Since I’ve been busy this week and haven’t done much writing, I thought I’d share an extended quote that I read last night from The Christian’s Secret of a Happy Life by Hannah Whitall Smith (1875). This doesn’t need any explanation, and it’s something I needed to be reminded of.
“You are a child of God, and long to please Him. You love your divine Master, and are sick and weary of the sin that grieves Him. You long to be delivered from its power. Everything you have hitherto tried has failed to deliver you: and now, in your despair, you are asking if it can indeed be, as these happy people say, that Jesus is able and willing to deliver you. Surely you must know in your very soul that He is—that to save you out of the hand of all your enemies is, in fact, just the very thing He came to do. Then trust Him. Commit your case to Him in an absolute unreserve, and believe that He undertakes it; and at once, knowing what He is and what He has said, claim that He does even now save you. Just as you believed at first that He delivered you from the guilt of sin because He said it, so now believe that He delivers you from the power of sin because He says it. Let your faith now lay hold of a new power in Christ. You have trusted Him as your dying Saviour; now trust Him as your living Saviour.

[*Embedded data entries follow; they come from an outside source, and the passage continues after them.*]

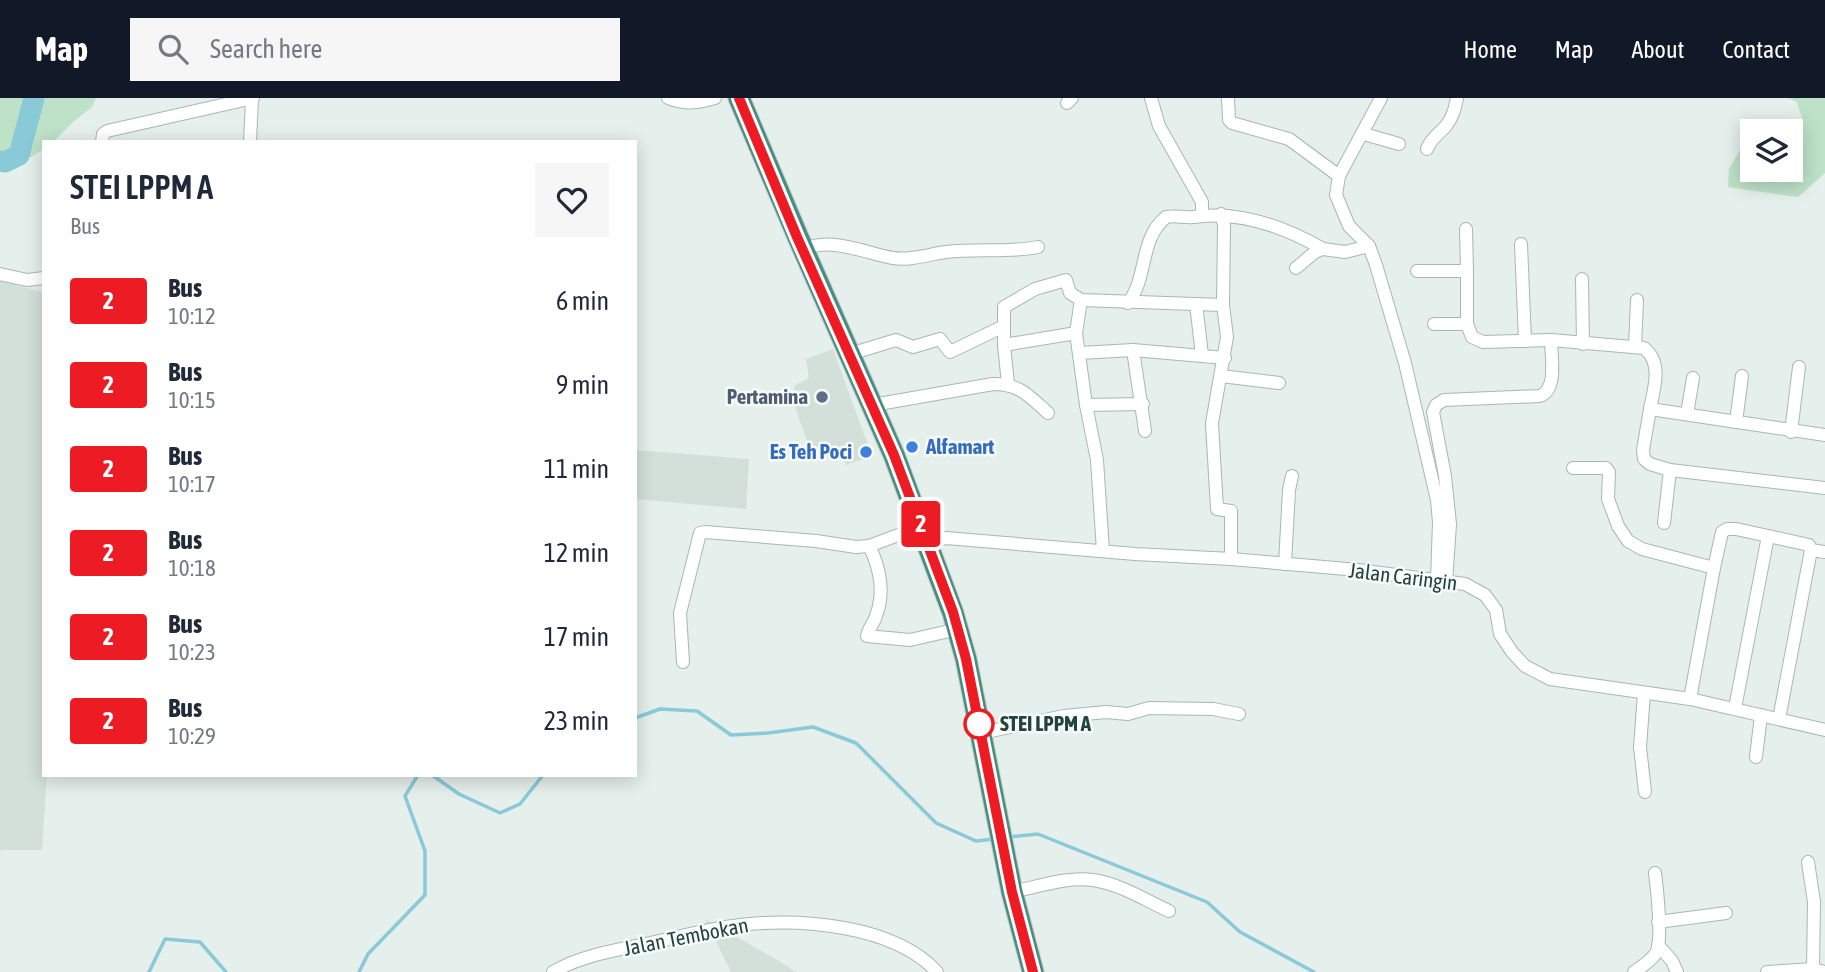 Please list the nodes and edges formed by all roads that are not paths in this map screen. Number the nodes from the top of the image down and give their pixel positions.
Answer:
1 (252, 98) edge
2 (668, 98) edge
3 (715, 98) edge
4 (739, 98) edge
5 (1152, 98) edge
6 (1228, 98) edge
7 (1381, 98) edge
8 (1457, 98) edge
9 (1364, 134) junction
10 (102, 140) edge
11 (250, 140) edge
12 (1399, 144) dead end
13 (1427, 149) dead end
14 (1339, 176) junction
15 (1202, 214) junction
16 (1222, 214) junction
17 (1466, 229) dead end
18 (1521, 244) dead end
19 (1369, 246) junction
20 (1038, 247) dead end
21 (1323, 249) junction
22 (803, 250) junction
23 (1296, 268) dead end
24 (1417, 271) dead end
25 (1467, 271) junction
26 (0, 274) edge
27 (42, 278) edge
28 (1583, 279) dead end
29 (1081, 300) junction
30 (1637, 300) dead end
31 (1128, 303) junction
32 (1196, 304) junction
33 (1223, 305) junction
34 (1434, 324) dead end
35 (1467, 324) junction
36 (1004, 326) junction
37 (1076, 333) junction
38 (1551, 340) junction
39 (1525, 341) junction
40 (1583, 344) junction
41 (1004, 345) junction
42 (1635, 347) junction
43 (1133, 350) junction
44 (1080, 353) junction
45 (850, 354) junction
46 (1202, 355) junction
47 (1225, 358) junction
48 (1799, 367) dead end
49 (1220, 376) junction
50 (1742, 376) dead end
51 (1693, 378) dead end
52 (1279, 383) dead end
53 (1008, 384) junction
54 (1143, 404) junction
55 (873, 405) junction
56 (1086, 405) junction
57 (1650, 409) junction
58 (1048, 413) dead end
59 (1687, 414) junction
60 (1433, 420) junction
61 (1419, 422) junction
62 (1736, 422) junction
63 (1145, 431) dead end
64 (1791, 432) junction
65 (1825, 435) edge
66 (1573, 468) dead end
67 (1670, 470) junction
68 (1292, 476) dead end
69 (1825, 488) edge
70 (1664, 523) dead end
71 (925, 535) junction
72 (1768, 536) junction
73 (869, 546) junction
74 (1811, 550) junction
75 (1103, 551) junction
76 (1825, 552) edge
77 (1231, 559) junction
78 (1285, 564) junction
79 (1714, 568) junction
80 (1442, 581) junction
81 (958, 629) junction
82 (683, 662) dead end
83 (1644, 693) junction
84 (1690, 699) junction
85 (1735, 708) junction
86 (1239, 714) dead end
87 (1761, 715) junction
88 (1779, 719) junction
89 (1824, 725) edge
90 (981, 733) junction
91 (1756, 757) dead end
92 (1645, 792) dead end
93 (1808, 862) dead end
94 (1655, 873) dead end
95 (1012, 892) junction
96 (1169, 911) dead end
97 (1726, 913) dead end
98 (1658, 922) junction
99 (1658, 945) junction
100 (1819, 970) edge
101 (553, 972) edge
102 (937, 972) edge
103 (1033, 972) edge
104 (1634, 972) edge
105 (1677, 972) edge
106 (1768, 972) edge

1 - 10 street
1 - 11 street
2 - 3 street
4 - 22 highway
5 - 15 street
6 - 14 street
7 - 9 street
8 - 13 street
9 - 12 street
9 - 14 street
14 - 19 street
15 - 16 street
15 - 31 street
16 - 21 street
16 - 33 street
17 - 25 street
18 - 39 street
19 - 21 street
19 - 61 street
20 - 22 street
21 - 23 street
22 - 45 highway
24 - 25 street
25 - 35 street
26 - 27 street
28 - 40 street
29 - 31 street
29 - 36 street
29 - 37 street
30 - 42 street
31 - 32 street
32 - 33 street
32 - 46 street
33 - 47 street
34 - 35 street
35 - 39 street
36 - 41 street
36 - 45 street
37 - 41 street
37 - 44 street
38 - 39 street
38 - 40 street
38 - 60 street
40 - 42 street
41 - 53 street
42 - 57 street
43 - 44 street
43 - 46 street
43 - 54 street
44 - 56 street
45 - 55 highway
46 - 47 street
47 - 49 street
48 - 64 street
49 - 52 street
49 - 77 street
50 - 62 street
51 - 59 street
53 - 55 street
53 - 58 street
54 - 56 street
54 - 63 street
55 - 71 highway
56 - 75 street
57 - 59 street
57 - 67 street
59 - 62 street
60 - 61 street
60 - 80 street
61 - 80 street
62 - 64 street
64 - 65 street
66 - 79 street
67 - 69 street
67 - 70 street
68 - 78 street
71 - 73 street, Jalan Caringin
71 - 75 street, Jalan Caringin
71 - 81 highway
72 - 74 street
72 - 79 street
72 - 85 street
73 - 81 street
73 - 82 street
74 - 76 street
74 - 88 street
75 - 77 street, Jalan Caringin
77 - 78 street, Jalan Caringin
78 - 80 street, Jalan Caringin
79 - 84 street
80 - 83 street, Jalan Caringin
81 - 90 highway
83 - 84 street, Jalan Caringin
83 - 92 street
84 - 85 street, Jalan Caringin
85 - 87 street, Jalan Caringin
86 - 90 street
87 - 88 street, Jalan Caringin
87 - 91 street
88 - 89 street, Jalan Caringin
90 - 95 highway
93 - 100 street
94 - 98 street
95 - 96 street
95 - 103 highway
97 - 98 street
98 - 99 street
99 - 104 street
99 - 105 street
100 - 106 street
101 - 102 street, Jalan Tembokan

Just as much as He came to deliver you from future punishment did He also come to deliver you from present bondage. Just as truly as He came to bear your stripes for you has He come to live your life for you. You are as utterly powerless in the one case as in the other. You could as easily have got yourself rid of your own sins, as you could now accomplish for yourself practical righteousness. Christ, and Christ only, must do both for you; and your part in both cases is simply to give the thing to Him to do, and then believe that He does it…” (54-55)
“Lord Jesus, I believe that thou art able and willing to deliver me from all the care and unrest and bondage of my Christian life. I believe thou didst die to set me free, not only in the future, but now and here. I believe thou art stronger than sin, and that thou canst keep me, even me, in my extreme of weakness, from falling into its snares or yielding obedience to its commands. And, Lord, I am going to trust thee to keep me. I have tried keeping myself, and have failed, and failed most grievously. I am absolutely helpless. So now I will trust thee. I give myself to thee. I keep back no reserves. Body, soul, and spirit, I present myself to thee as a piece of clay, to be fashioned into anything thy love and thy wisdom shall choose. And now I am thine. I believe thou dost accept that which I present to thee; I believe that this poor, weak, foolish heart has been taken possession of by thee, and that thou hast even at this very moment begun to work in me to will and to do of thy good pleasure. I trust thee utterly, and I trust thee now.” (55-56)
Amen!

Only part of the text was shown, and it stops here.